We are delighted to share our new EIC Delivery Methodology for efficiently managing Saviynt Implementations and delivering quick time to value. CLICK HERE.

User update rule "execute on" not working properly

Caesrob
Regular Contributor
Regular Contributor

We use user update rules to check if accounts and access needs to be deprovisioned and if the users needs to be disabled.

The user update rule should go as follows: Disable user, disable user accounts (immediately), deprovision access from accounts (immediately) and deprovision account (in 90 days).

Caesrob_0-1687161048519.png

When this user update rule triggers for a user, all tasks are created. But when we look at the start date of these tasks, we see that the deprovision access tasks are the same start date as the deprovision account task (90 days). The disable account task start date is correct (the same day).

Can anyone tell us why the deprovision access and deprovision account tasks are the same start date when we explicitly stated that ONLY the deprovision account task should be started in 90 days?

We have also tried adding "0 days" to the deprovision access action, but this did not change anything.

14 REPLIES 14

sudeshjaiswal
Saviynt Employee
Saviynt Employee

Hello @Caesrob,

This is the expected behavior. When we generate future-dated tasks based on rules, the tasks will be initially created on the same day.
However, Saviynt will not process these tasks until the 90-day window has elapsed, even if the provisioning jobs are executed before that time.

Thanks,

This is exactly the problem we are having though. When I execute these tasks by running a provisioning job, all tasks are executed including the remove account task. There is no 90 day delay on this.

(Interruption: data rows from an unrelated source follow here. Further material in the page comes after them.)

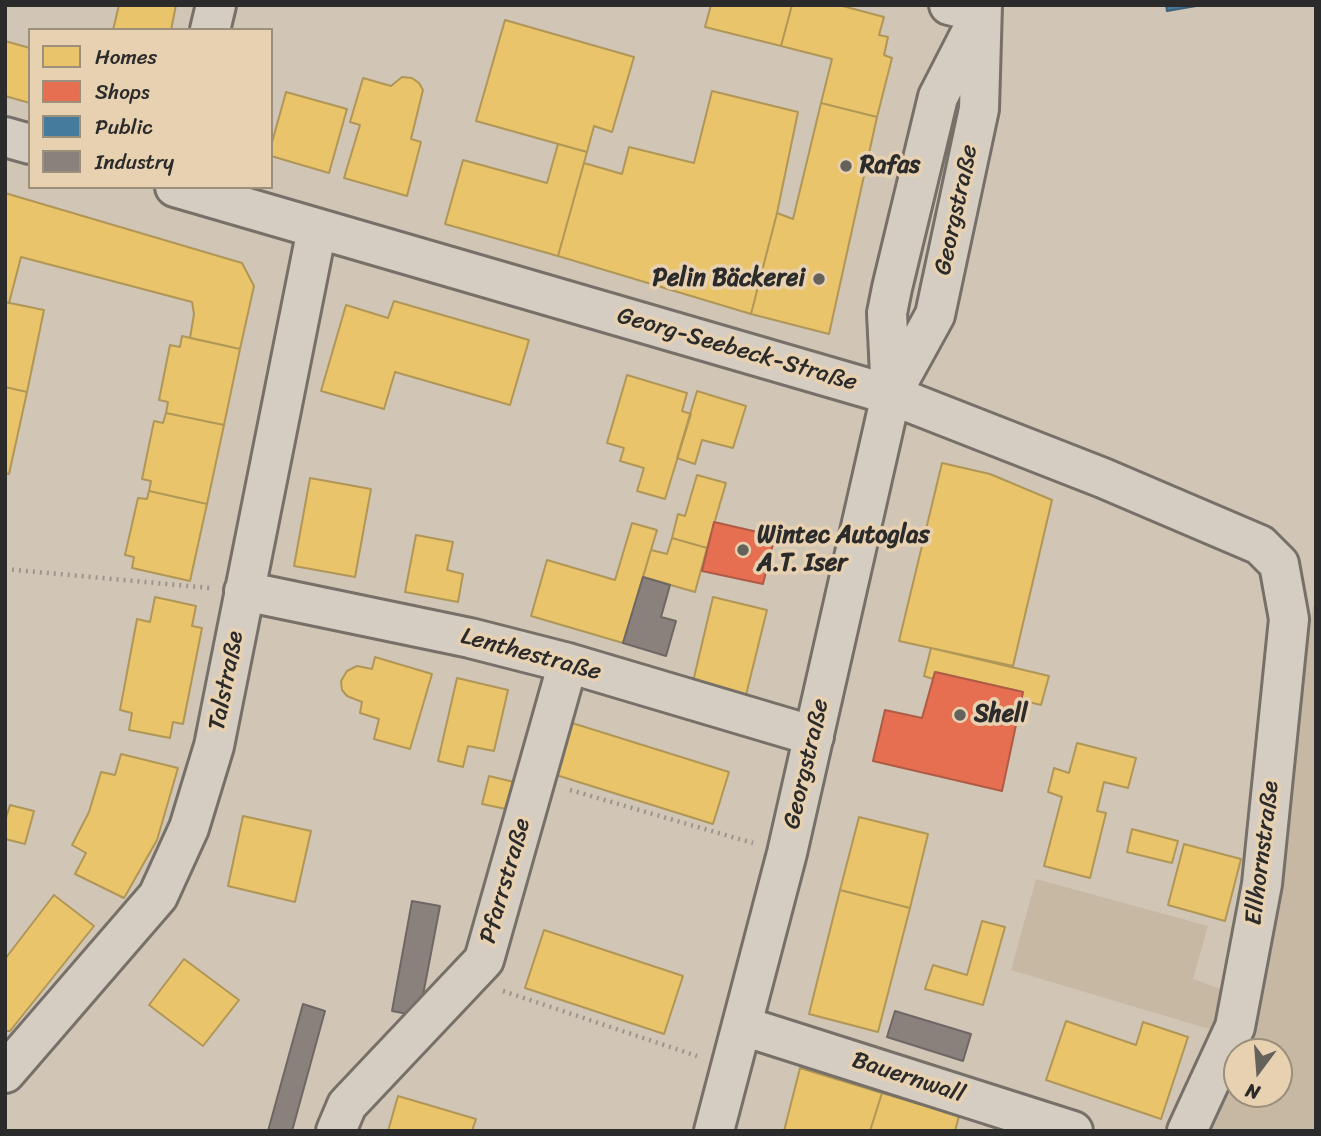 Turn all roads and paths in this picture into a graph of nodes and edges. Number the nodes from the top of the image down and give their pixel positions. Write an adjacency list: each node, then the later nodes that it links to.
1 (216, 5): 3 (street)
2 (971, 8): 8 (street, Georgstraße)
3 (210, 28)
4 (5, 137): 5 (street)
5 (28, 143)
6 (182, 189): 7 (street, Georg-Seebeck-Straße)
7 (317, 229): 8 (street, Georg-Seebeck-Straße); 11 (street, Talstraße)
8 (891, 395): 9 (street, Georg-Seebeck-Straße); 13 (street, Georgstraße)
9 (1279, 564): 23 (street, Ellhornstraße)
10 (5, 569): 11 (path)
11 (244, 591): 12 (street, Lenthestraße); 19 (street, Talstraße)
12 (568, 663): 13 (street, Lenthestraße); 14 (street, Pfarrstraße)
13 (814, 736): 15 (street, Georgstraße)
14 (535, 779): 15 (path); 16 (street, Pfarrstraße)
15 (787, 853): 17 (street, Georgstraße)
16 (466, 979): 18 (path); 20 (street, Pfarrstraße)
17 (743, 1026): 18 (street, Georgstraße); 22 (street, Bauernwall)
18 (732, 1068): 21 (street, Georgstraße)
19 (5, 1073)
20 (336, 1131)
21 (714, 1131)
22 (1073, 1131)
23 (1187, 1131)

We have also tried re-arranging these tasks so the deprovision account task in 90 days comes first and then the deprovision access task immediately. What this does is set the deprovision of access task on 90 days as well. the disable user account task stays immediate.

sudeshjaiswal
Saviynt Employee
Saviynt Employee

Hello @Caesrob,

Did you try to put Both rules separately and try?

Thanks,

Yes, this works. But we would like it to be 1 rule and not 2 seperate rules. we don't see how this could be an issue.

saipraveengv
New Contributor III
New Contributor III

I have configured the same (both in same rule) in my environment and it works pretty fine. I don't think that would be a issue. 

saipraveengv
New Contributor III
New Contributor III

HI @Caesrob,

Can you run select taskdate,startdate from arstasks where taskkey in () and share the output for the both disable account and remove access tasks

Caesrob
Regular Contributor
Regular Contributor

Sure, here is the output. Task 870 is the disable account task, tasks 871-875 are the access removal tasks, task 876 is the account remove task.

Caesrob_0-1687173061048.png

 

saipraveengv
New Contributor III
New Contributor III

Hi @Caesrob ,

Except task 870 all other tasks will be executed after 90 days. It is fine. What is the issue you are seeing. Tasks get processed based on the startdate. 

Caesrob
Regular Contributor
Regular Contributor

That IS the issue... The remove access tasks should get executed immediately but the remove account task should be executed after 90 days.

saipraveengv
New Contributor III
New Contributor III

Got it. This is a bug. Rule is taking both account and access as one and creating tasks. 

Workaround would be use two different rules

sudeshjaiswal
Saviynt Employee
Saviynt Employee

Hello @Caesrob ,

We are currently conducting internal checks, and for now, you may need to utilize two separate rules for your specific use case.

Thanks.

shibinvpkvr
Regular Contributor II
Regular Contributor II

@sudeshjaiswal I have a follow-up question on the Execute On use case. We have configured the rule to disable the account immediately and remove account after 30 days per requirement. However what if the user got rehired within 30 days, does that task need to be discontinued manually? 

Yes, the task would need to be manually discontinued in such a case. Better to have a separate trigger event that calls the rules for remove account as well on the 30th day.

Thanks

Regards,
Md Armaan Zahir

shibinvpkvr
Regular Contributor II
Regular Contributor II

yes thanks! thought so. I believe Actionable Analytics may be a good option to do this.